The Slaugham Archive
Clive Smith Year: 1943 Villages: HandcrossNew evidence of the Halifax disaster
I have now heard from Clive Smith who has been researching the Halifax bomber which caused such devastating damage to High Beeches house on the night of 11th/12th March 1943.
Clive has obtained a copy of the relevant page of the Operational Record Book (ORB) for 76 Squadron based at Linton-on-Ouse, Yorkshire which shows details of the flight piloted by Flight Sergeant Tom Gallantry. Click on Open Document to view a larger version by using the zoom buttons.
The five aircraft listed on the sheet all left their base at around the same time and arrived at Stuttgart within a few minutes of each other. The flight should have been carefully timed to allow the Pathfinder Force (P.F.F.) to mark the targets with flares which the main bomber force could aim at, thereby increasing the accuracy of their bombing. However, on this occasion the delay was too long and the operation was not considered to be successful.

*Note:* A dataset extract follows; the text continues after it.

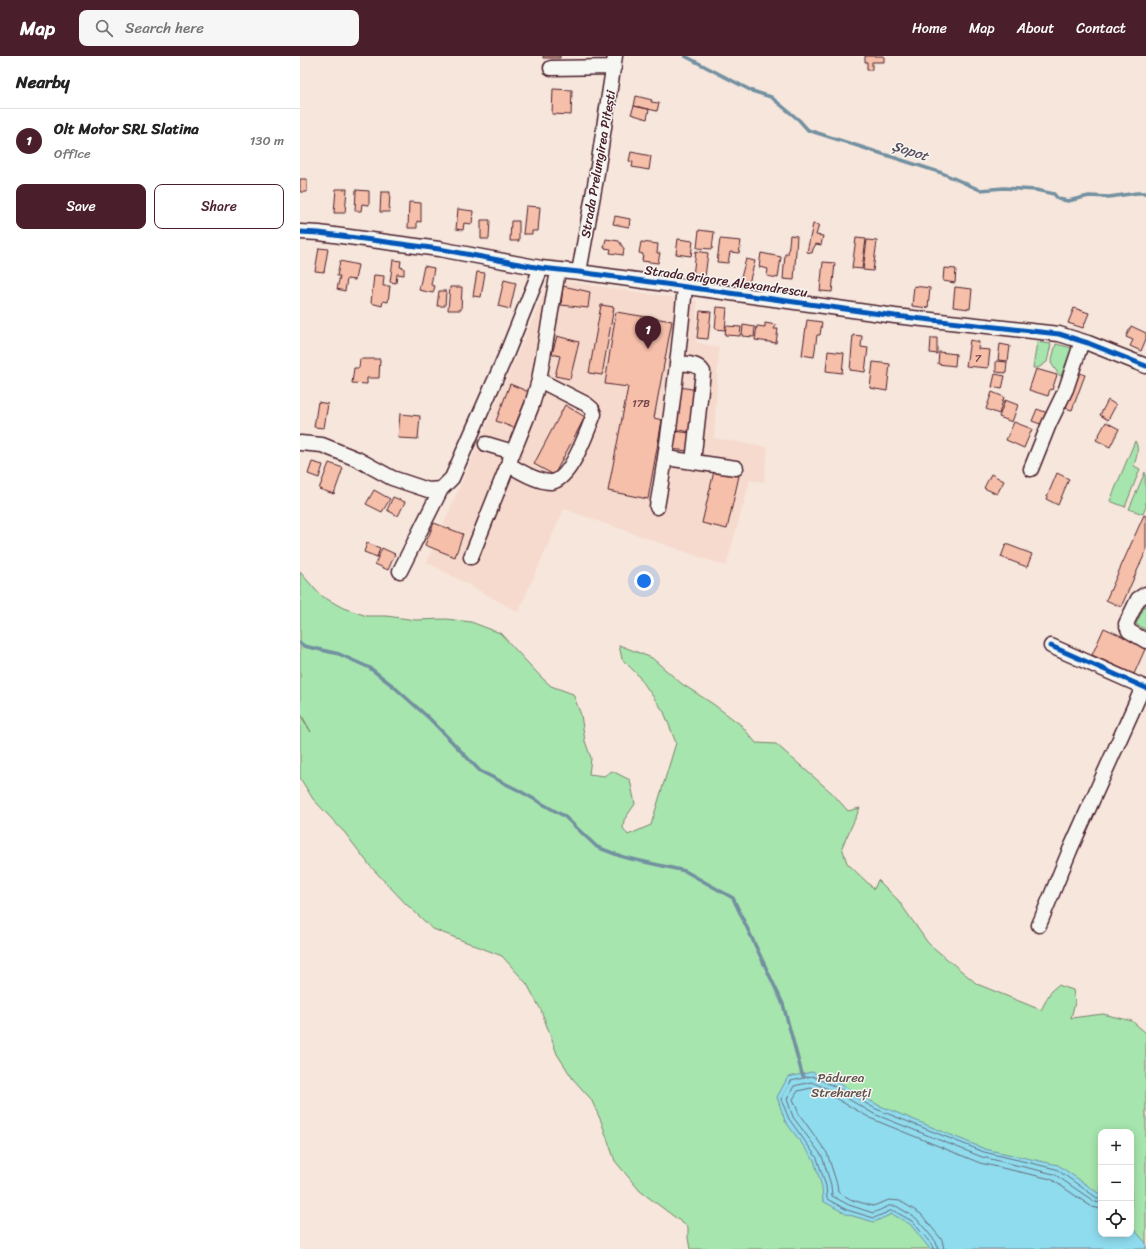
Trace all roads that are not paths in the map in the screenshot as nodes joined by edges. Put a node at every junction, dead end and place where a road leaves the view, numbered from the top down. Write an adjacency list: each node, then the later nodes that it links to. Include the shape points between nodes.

Of the five aircraft listed, the doomed Halifax was reported to have arrived home earlier than the others as obviously it “landed” in Sussex rather than Yorkshire.
I would suggest that the “crash in flames” sentence refers not to the High Beeches aircraft, but to another plane, presumably listed on another page of the ORB and which did not return home.
There seem to have been a couple of myths regarding this flight in general circulation since the time of the incident.
Firstly, the flight is mostly reported as being Canadian, but 76 Squadron was British, although, on this sortie, at least two members of the crew were Canadian. See picture #1370 for details of the crew members. 76 Squadron vacated the airbase at Linton-on-Ouse to make way for a Canadian squadron, but this did not take place until June 1943.
Clive has requested an opinion on this matter from Bill Chorley, a knowledgeable expert on 76 Squadron. He replied as follows “76/DT492 - No connection with any RCAF squadrons. 76 Squadron received DT492 ex-158 Squadron Conversion Flight on 14th October 1942, after which it flew 25 operational sorties. Destroyed in the manner described in Volume 4”.
By way of explanation:- DT492 is the number of the Halifax, as shown on the ORB; RCAF is the Royal Canadian Air Force; and he refers to volume 4 of his book “Bomber Command Losses".
Secondly, it is often reported that this was a leaflet-dropping flight, but the fact that it deposited 10,000 lbs or so of bombs on Stuttgart a couple of hours before it crashed was somehow overlooked! Could it be that there were some propaganda leaflets on board the plane which got scattered when it crashed, and which led to the story?